Spill the (Boston) Tea (Party)
When Stefanie suggested a series on King George III, my only reference was the flamboyant, comical character from “Hamilton”. Arrogant, sure, but not suffering from a mental illness. But when I learned that for centuries, King George has been considered one of the most insane royals of all time, it gave new meaning to the lyric, “when you’re gone, I’ll go mad/so don’t throw away this thing we had.” Lin Manuel Miranda, in all his genius, didn’t miss a thing, because indeed it was after the American colonies had broken free from the United Kingdom that George’s mind began to deteriorate.

Although early psychohistorical analyses of George like to point to 1765 as the onset of his bouts of mental illness, medical records clearly indicate that this was a purely physical ailment. 1765 was likely pinpointed as the beginning of his mental deterioration because of the tempting prospect that George’s madness led to the American Revolution and therefore dramatically altered the course of history. Scholars who adopted this view argued that George must have been on the verge of mental illness his whole life. In the historical records, they see evidence of suppressed sexual desire, family drama, and mounting political pressure that must have precipitated a psychiatric episode.
However, that hypothesis began to change in the 1960s.
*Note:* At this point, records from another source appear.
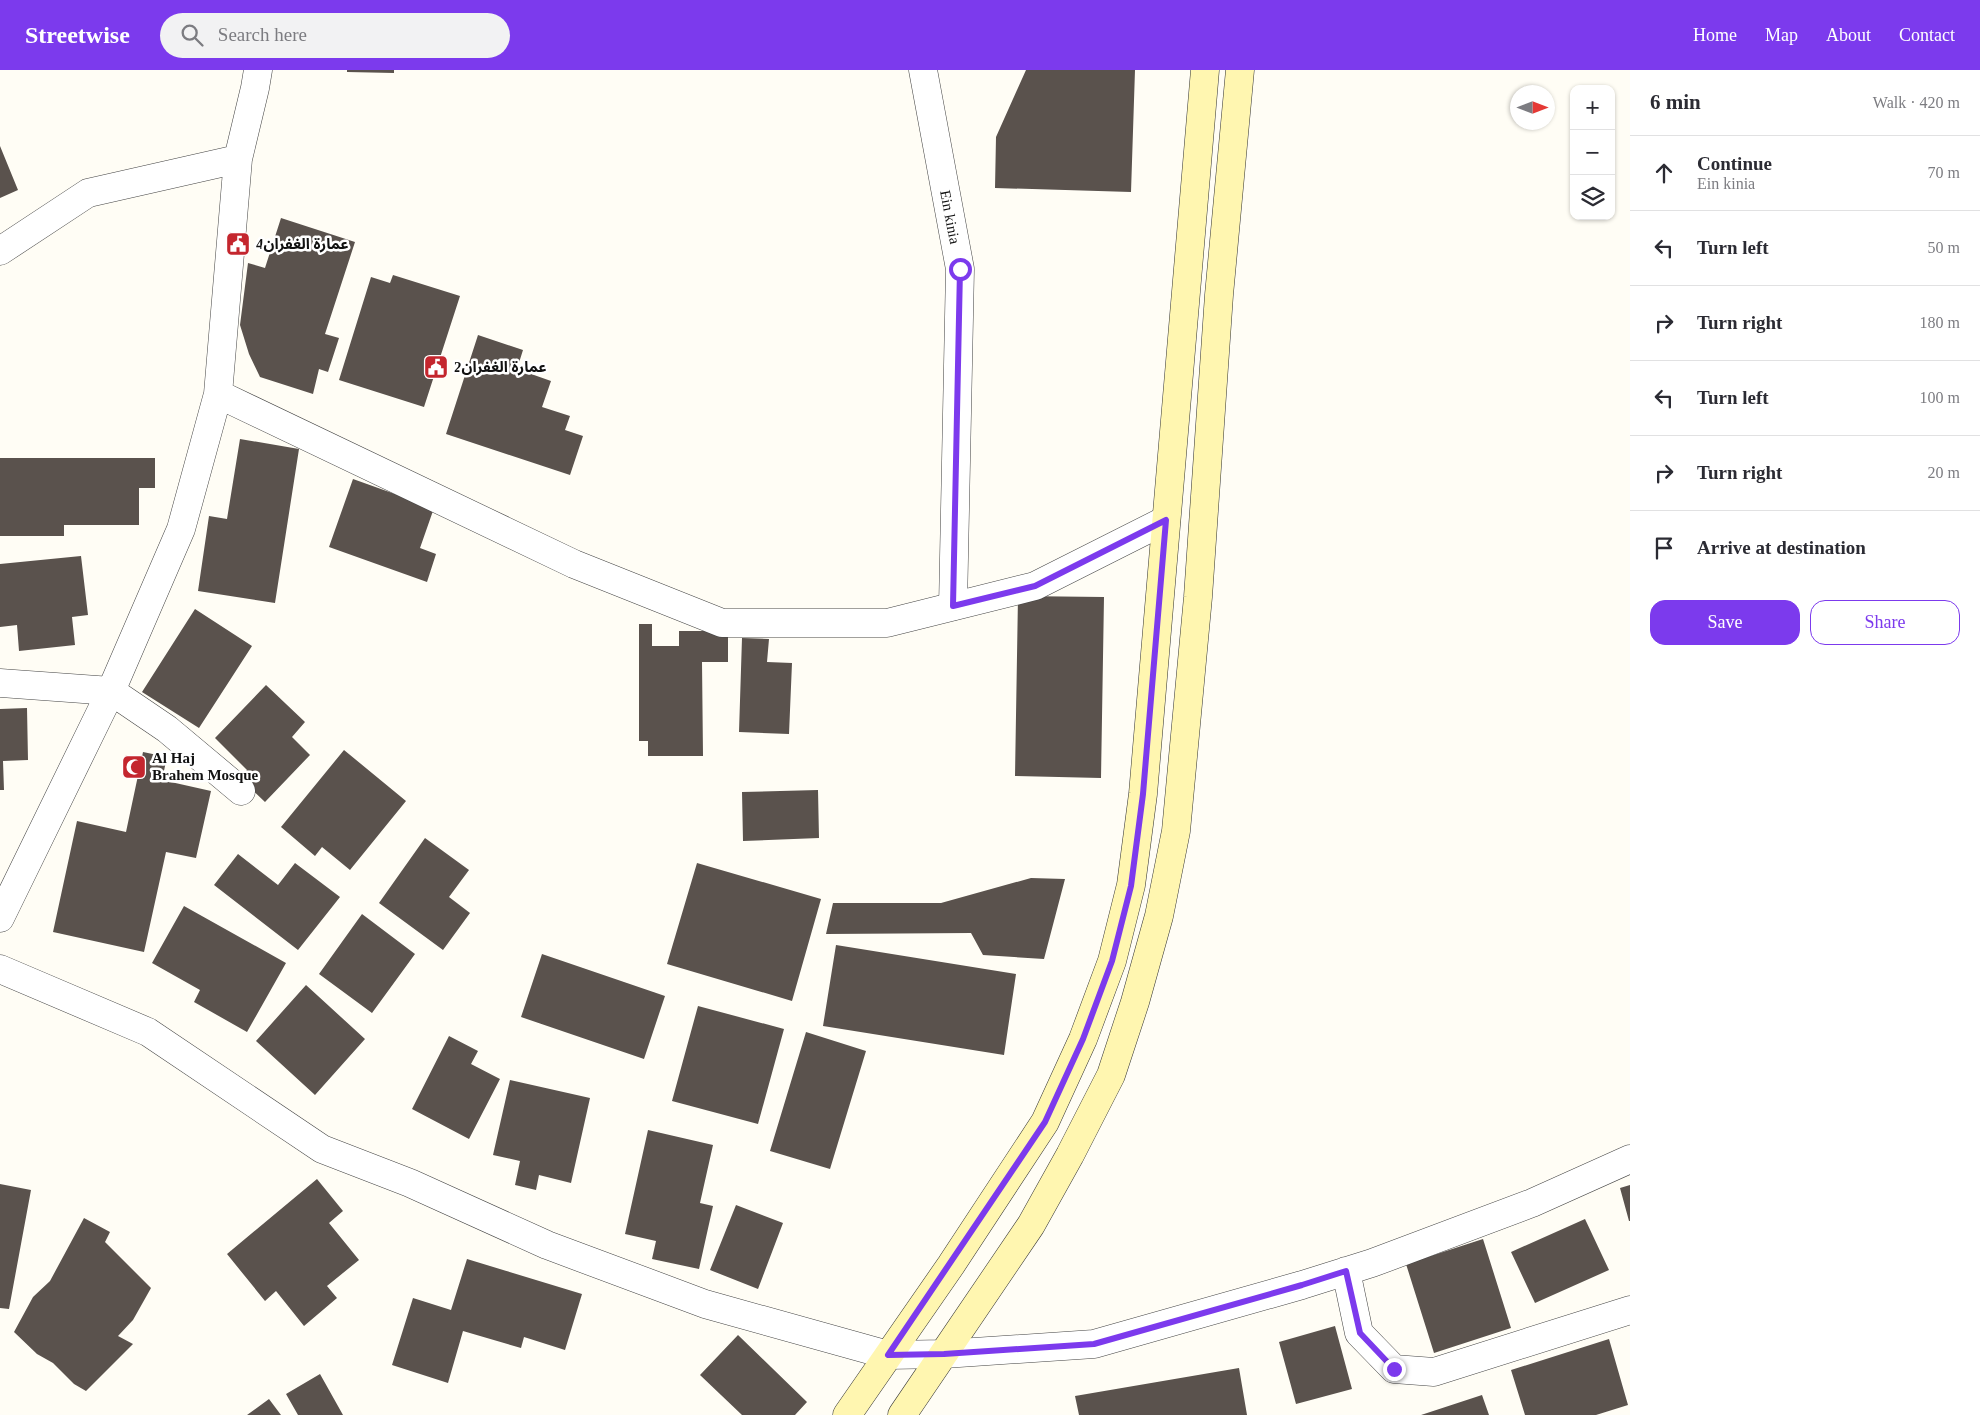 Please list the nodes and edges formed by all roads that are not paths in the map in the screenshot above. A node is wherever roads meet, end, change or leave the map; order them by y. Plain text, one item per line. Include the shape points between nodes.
1 (258, 70) edge
2 (923, 70) edge
3 (1205, 70) edge
4 (1240, 70) edge
5 (238, 159) junction
6 (0, 251) edge
7 (218, 394) junction
8 (1166, 520) junction
9 (953, 606) junction
10 (0, 683) edge
11 (111, 692) junction
12 (241, 792) dead end
13 (0, 918) edge
14 (0, 969) edge
15 (1630, 1159) edge
16 (1346, 1271) junction
17 (1630, 1310) edge
18 (944, 1354) junction
19 (888, 1355) junction
20 (847, 1415) edge
21 (902, 1415) edge

1 - 5 street
2 - 9 street, Ein kinia via 960,269
3 - 8 main road
4 - 18 main road via 1176,831 1159,916 1111,1075 1031,1225
5 - 6 street via 88,193
5 - 7 street
7 - 9 street via 574,564 722,623 887,623
7 - 11 street via 181,529
8 - 9 street via 1035,586
8 - 19 main road via 1143,794 1131,886 1112,961 1083,1039 1045,1122
10 - 11 street
11 - 12 street via 167,729
11 - 13 street
14 - 19 street via 148,1032 322,1149 410,1183 546,1245 705,1304
15 - 16 street via 1532,1203
16 - 17 street via 1360,1333 1394,1369 1434,1372
16 - 18 street via 1094,1344
18 - 19 street
18 - 21 main road
19 - 20 main road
Researchers who reviewed the relevant primary documents found that the earliest evidence of any psychiatric symptoms in George is from 1788, as Stefanie mentioned last week. Not only does this invalidate the tantalizing but unsupported claim that George’s madness led to the American Revolution, it also calls into question the portrayal of George as a fragile neurotic. If his mental health was really so delicate as to be triggered by external pressures, the revolt of the financially lucrative colonies probably would have fit the bill. But by all accounts, George seemed perfectly healthy and sane until five years after the war ended. The debate over just what caused George’s mental deterioration continues to this day.
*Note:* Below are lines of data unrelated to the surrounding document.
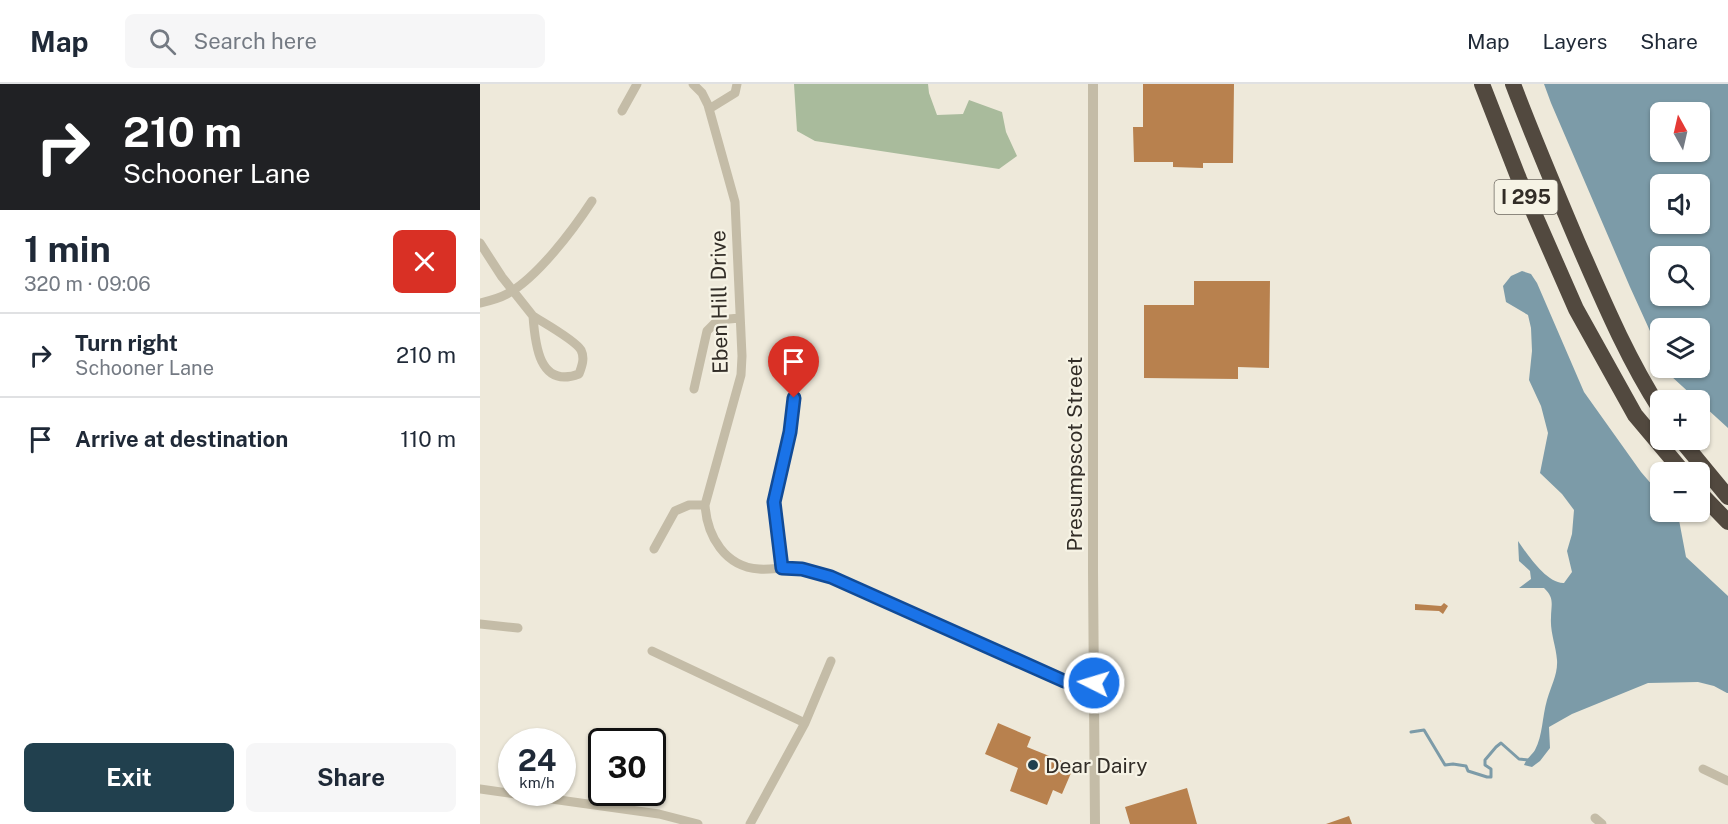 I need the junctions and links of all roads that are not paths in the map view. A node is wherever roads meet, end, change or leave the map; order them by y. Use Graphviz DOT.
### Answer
graph roads {
  1 [pos="636,84"];
  2 [pos="693,84"];
  3 [pos="737,84"];
  4 [pos="1093,84"];
  5 [pos="1482,84"];
  6 [pos="1513,84"];
  7 [pos="709,110"];
  8 [pos="622,111"];
  9 [pos="592,201"];
  10 [pos="480,243"];
  11 [pos="513,290"];
  12 [pos="480,303"];
  13 [pos="533,316"];
  14 [pos="740,318"];
  15 [pos="796,381"];
  16 [pos="694,389"];
  17 [pos="1650,391"];
  18 [pos="1689,450"];
  19 [pos="1675,462"];
  20 [pos="1728,497"];
  21 [pos="1710,503"];
  22 [pos="705,505"];
  23 [pos="1728,522"];
  24 [pos="654,549"];
  25 [pos="782,568"];
  26 [pos="480,624"];
  27 [pos="518,628"];
  28 [pos="652,651"];
  29 [pos="831,660"];
  30 [pos="1094,683"];
  31 [pos="804,723"];
  32 [pos="1703,769"];
  33 [pos="1728,782"];
  34 [pos="480,789"];
  35 [pos="698,824"];
  36 [pos="750,824"];
  37 [pos="1095,824"];
  1 -- 8 [label="street"];
  2 -- 7 [label="street, Eben Hill Drive"];
  3 -- 7 [label="street"];
  4 -- 30 [label="street, Presumpscot Street"];
  5 -- 19 [label="highway, I 295"];
  6 -- 17 [label="highway, I 295"];
  7 -- 14 [label="street, Eben Hill Drive"];
  9 -- 11 [label="street"];
  10 -- 11 [label="street"];
  11 -- 12 [label="street"];
  11 -- 13 [label="street"];
  13 -- 13 [label="street"];
  14 -- 16 [label="street"];
  14 -- 22 [label="street, Eben Hill Drive"];
  15 -- 25 [label="street"];
  18 -- 20 [label="highway"];
  21 -- 23 [label="highway"];
  22 -- 24 [label="street"];
  22 -- 25 [label="street, Eben Hill Drive"];
  25 -- 30 [label="street, Eben Hill Drive"];
  26 -- 27 [label="street"];
  28 -- 31 [label="street"];
  29 -- 31 [label="street"];
  30 -- 37 [label="street, Presumpscot Street"];
  31 -- 36 [label="street"];
  32 -- 33 [label="street"];
  34 -- 35 [label="street"];
}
I Ain’t Here For a Long Time, I’m Here for an Enzyme
In 1966, Dr. Ida Macalpine and her son Dr. Richard Hunter published a paper in the British Journal of Medicine that has dominated the theories surrounding George’s madness for over half a century. By combing through correspondences and daily reports from the royal physicians, Macalpine and Hunter established a characteristic pattern of the evolution of George’s five episodes. Importantly, his mental symptoms were preceded by physical ones: a cold turned into stomach pains which turned into sensory disturbances and generalized weakness. Sometimes he had tremors or problems holding his gaze. In addition, he would have profound psychological symptoms such as mood swings, hallucinations, insomnia, loss of inhibitions, and increased/rapid speech. Because the mental changes were always accompanied by bodily, or somatic, symptoms, the authors rejected the hypothesis that George was suffering from manic depression or simply a personality disorder. Macalpine and Hunter focused particularly on his abdominal discomfort, nerve pain, and psychological changes and saw a clear diagnosis. “Reviewed in this light,” they wrote, “the symptomology and course of the royal malady reads like a text-book case” of something called acute intermittent porphyria (AIP).
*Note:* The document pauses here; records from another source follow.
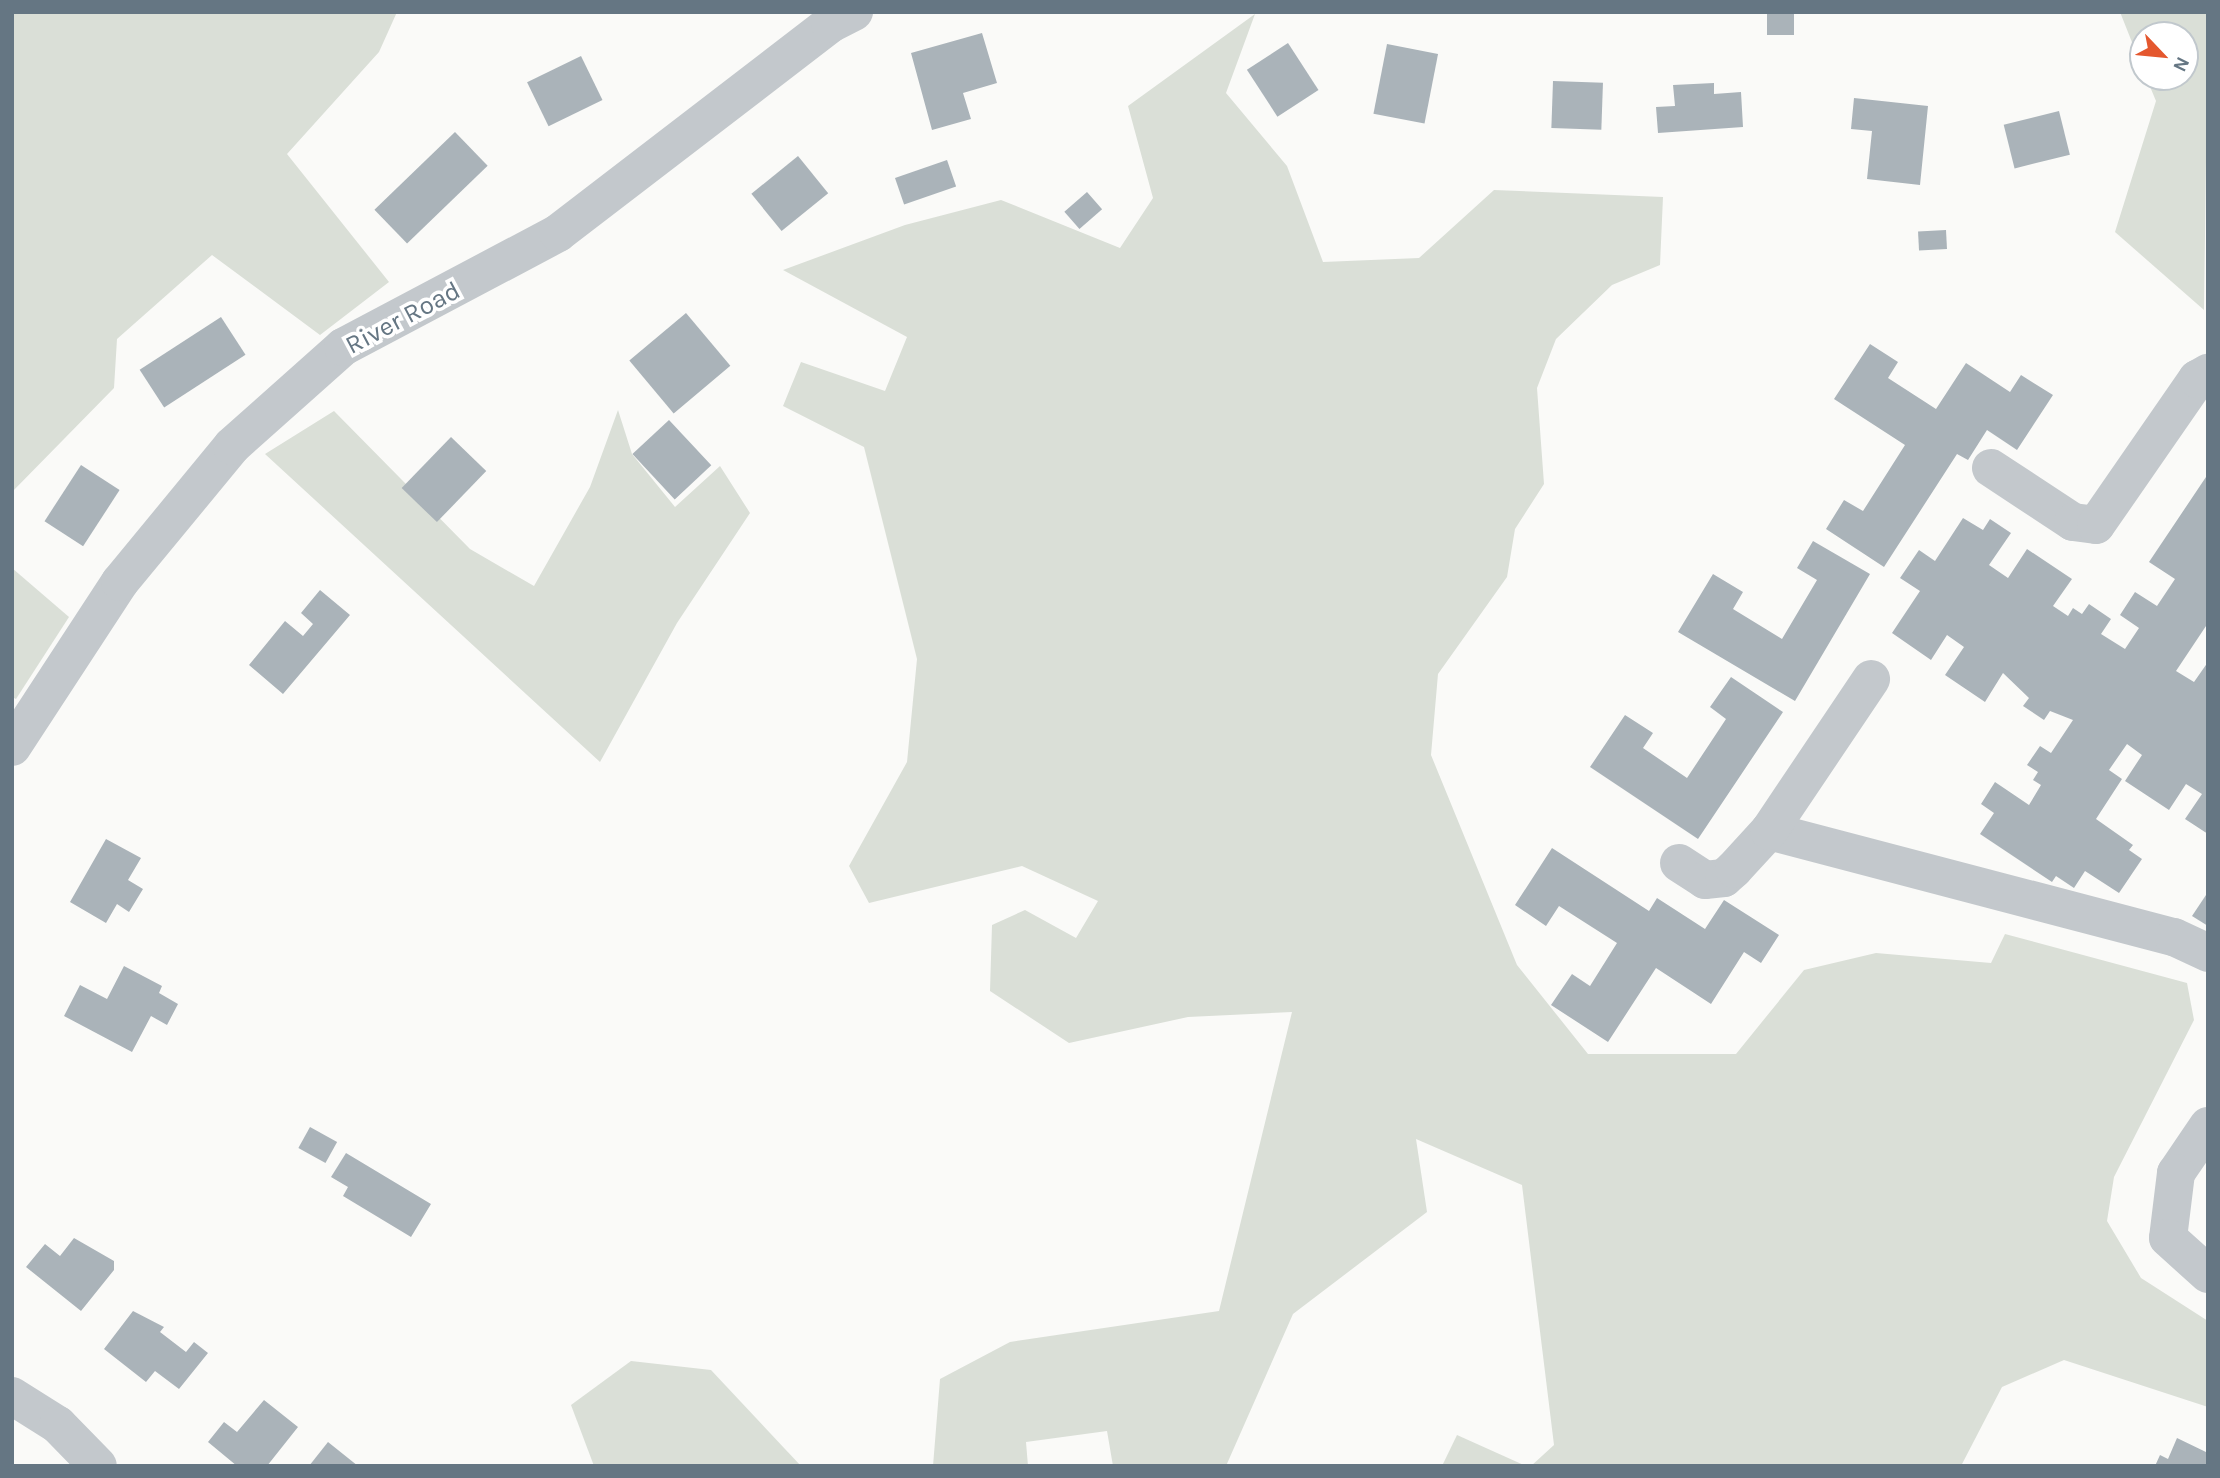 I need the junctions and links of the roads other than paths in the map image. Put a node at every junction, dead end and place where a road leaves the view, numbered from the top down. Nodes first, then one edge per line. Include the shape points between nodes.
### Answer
1 (854, 12) edge
2 (2208, 373) edge
3 (1991, 468) dead end
4 (1871, 679) dead end
5 (12, 747) edge
6 (1769, 831) junction
7 (1679, 863) dead end
8 (2208, 953) edge
9 (2208, 1126) edge
10 (2208, 1274) edge
11 (12, 1396) edge
12 (98, 1466) edge

1 - 5 street, River Road via 830,24 558,233 343,347 223,456 120,582
2 - 3 street via 2197,379 2096,525 2073,522
4 - 6 street
6 - 7 street via 1724,878 1705,880
6 - 8 street via 2174,937
9 - 10 street via 2176,1172 2168,1238
11 - 12 street via 58,1425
Like many of the diseases we’ve discussed on this blog, AIP has genetic origins. Unlike those that we have covered, however, AIP doesn’t mainly affect the brain, but rather, the liver. Patients with AIP have mutations in a gene that encodes an enzyme called porphobilinogen deaminase, or PBGD for short. Enzymes are proteins in the body that help facilitate chemical reactions. A familiar example is lactase, an enzyme which helps break down lactose found in dairy products. In the case of PBGD, this reaction is the third step in an eight step process to make something called heme, which is needed for the transport of oxygen in your bloodstream. Some people who have mutations in PBGD never have issues in heme production. However, stress, substance abuse, or changes in nutrition can cause PBGD to stop working periodically in genetically predisposed individuals, leading to acute episodes. This causes the buildup of heme precursors called porphyrins, which can be toxic, as well as heme deficiency. The analogy here would be that people who are lactose intolerant are deficient in lactase enzyme, so when they eat dairy, the lactose doesn’t get broken down the way that it should, leading to gastrointestinal discomfort, as the paternal side of my family can attest. However, while lactose intolerant folks can take a Lactaid pill containing the enzyme they need, people with AIP aren’t so lucky, and their enzymatic deficiency can cause major problems.

Urine For It
Indeed, George did have the characteristic symptoms of AIP: muscle pain and weakness, digestive disturbances, insomnia, and psychiatric changes. Muscle pain, abdominal discomfort, and mental changes are all due to signaling changes in the nervous system and cell death. In addition, one of the more famous and striking symptoms is dark or red colored urine due to the presence of porphyrins, which confer purple-ish pigmentation. While discoloration of the urine isn’t needed for a diagnosis of AIP, Macalpine and Hunter cited several doctors’ reports that described George’s urine as “blue”, “red”, or “bilous”, strengthening their argument. In addition, they argue that his younger sister, Caroline Matilda of Denmark and Norway, also had symptoms of porphyria at a similar age, supporting the idea that George had inherited this disease.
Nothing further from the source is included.